The biggest problem was posed by the venue itself: as the concert hall does not have an orchestra pit, the stage was split into two levels, with the orchestra on the lower level, nearest the audience, while the singers performed behind the players on the upper level, and surtitles were projected on the back wall.  Inevitably, this meant that attention was split between the orchestra and the performers – a situation not helped by the fact that this was one of the largest, and best, period orchestras I’d heard in Ireland.  After the minimal accompaniment usual in recent Opera Theatre Company Handel productions, this was certainly a welcome change.  It meant, however, that the action on stage felt inevitably distanced, though the projection and good singing from the ensemble (Myrto Boccolini’s Iphise especially standing out) meant that this was less of a problem than it could have been.

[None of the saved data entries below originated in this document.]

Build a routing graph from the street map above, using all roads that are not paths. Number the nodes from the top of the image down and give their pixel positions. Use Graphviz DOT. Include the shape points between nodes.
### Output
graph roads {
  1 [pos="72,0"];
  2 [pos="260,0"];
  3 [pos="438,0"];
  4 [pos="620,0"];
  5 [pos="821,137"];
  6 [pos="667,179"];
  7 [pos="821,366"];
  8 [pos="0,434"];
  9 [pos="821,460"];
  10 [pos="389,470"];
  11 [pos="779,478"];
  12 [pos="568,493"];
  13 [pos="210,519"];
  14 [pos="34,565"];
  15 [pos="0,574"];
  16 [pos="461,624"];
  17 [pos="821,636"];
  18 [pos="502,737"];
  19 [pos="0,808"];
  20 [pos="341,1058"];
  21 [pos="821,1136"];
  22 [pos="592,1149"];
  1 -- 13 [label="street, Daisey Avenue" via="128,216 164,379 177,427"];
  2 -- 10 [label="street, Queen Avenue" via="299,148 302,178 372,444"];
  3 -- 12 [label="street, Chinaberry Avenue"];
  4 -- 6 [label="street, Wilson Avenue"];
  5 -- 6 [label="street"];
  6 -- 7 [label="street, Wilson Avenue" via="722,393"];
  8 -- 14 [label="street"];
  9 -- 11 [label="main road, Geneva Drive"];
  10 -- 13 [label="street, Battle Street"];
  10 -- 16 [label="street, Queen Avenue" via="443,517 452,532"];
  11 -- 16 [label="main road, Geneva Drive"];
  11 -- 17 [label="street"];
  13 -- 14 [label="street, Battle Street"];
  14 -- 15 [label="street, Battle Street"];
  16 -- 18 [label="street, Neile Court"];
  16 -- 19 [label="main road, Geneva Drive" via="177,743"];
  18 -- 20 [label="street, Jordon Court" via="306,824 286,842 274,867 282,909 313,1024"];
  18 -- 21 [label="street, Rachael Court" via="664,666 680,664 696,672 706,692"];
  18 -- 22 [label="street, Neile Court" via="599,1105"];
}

The plot: Dardanus loves Iphise, the daughter of his enemy Teucer, and she loves him; Teucer, however has promised Iphise to Anténor. Dardanus enlists the help of magician, Ismenor, and (after a lot of trouble) things eventually come round in his favour, and the lovers live happily ever after.  Rameau radically revised Dardanus in 1744 and again in 1760 from its original form in 1739, and interestingly it was an account (truncated?) of the 1744 version that we heard.  This dropped the intervention of Neptune (and his sea-monster) from the original version, preferring instead a more naturalistic series of twists by having Dardanus languish in a prison cell, adding the beautiful aria ‘Lieux funestes’ for this scene.

It was in this latter version of the opera that it finally achieved the fame it deserved with audiences in 1760, so it was good to see it being used here in preference to the first version.  Possibly taking a cue from the ‘naturalism’ of this version, the director’s concept fell back on a theme that has become depressingly familiar in recent years, namely ‘the rehearsal’.  Cue non-costumes, newspapers, singers slouching in chairs and pretending to be scruffy actors.  It was dire when they used it in Opera Ireland’s Handel Imeneo back in 2005, and perhaps a bit less annoying here, but it screams lack of imagination like nothing else…  Transforming the prologue to a ‘framing-narrative’, the two allegorical figures Vénus and L’Amour were depicted as a pair of stage directors who amuse themselves by getting their actors to re-enact this story of Dardanus, and occasionally wandering back on stage for the sake of extra stage business, laying out candles, lighting them, gathering them up again, and so on.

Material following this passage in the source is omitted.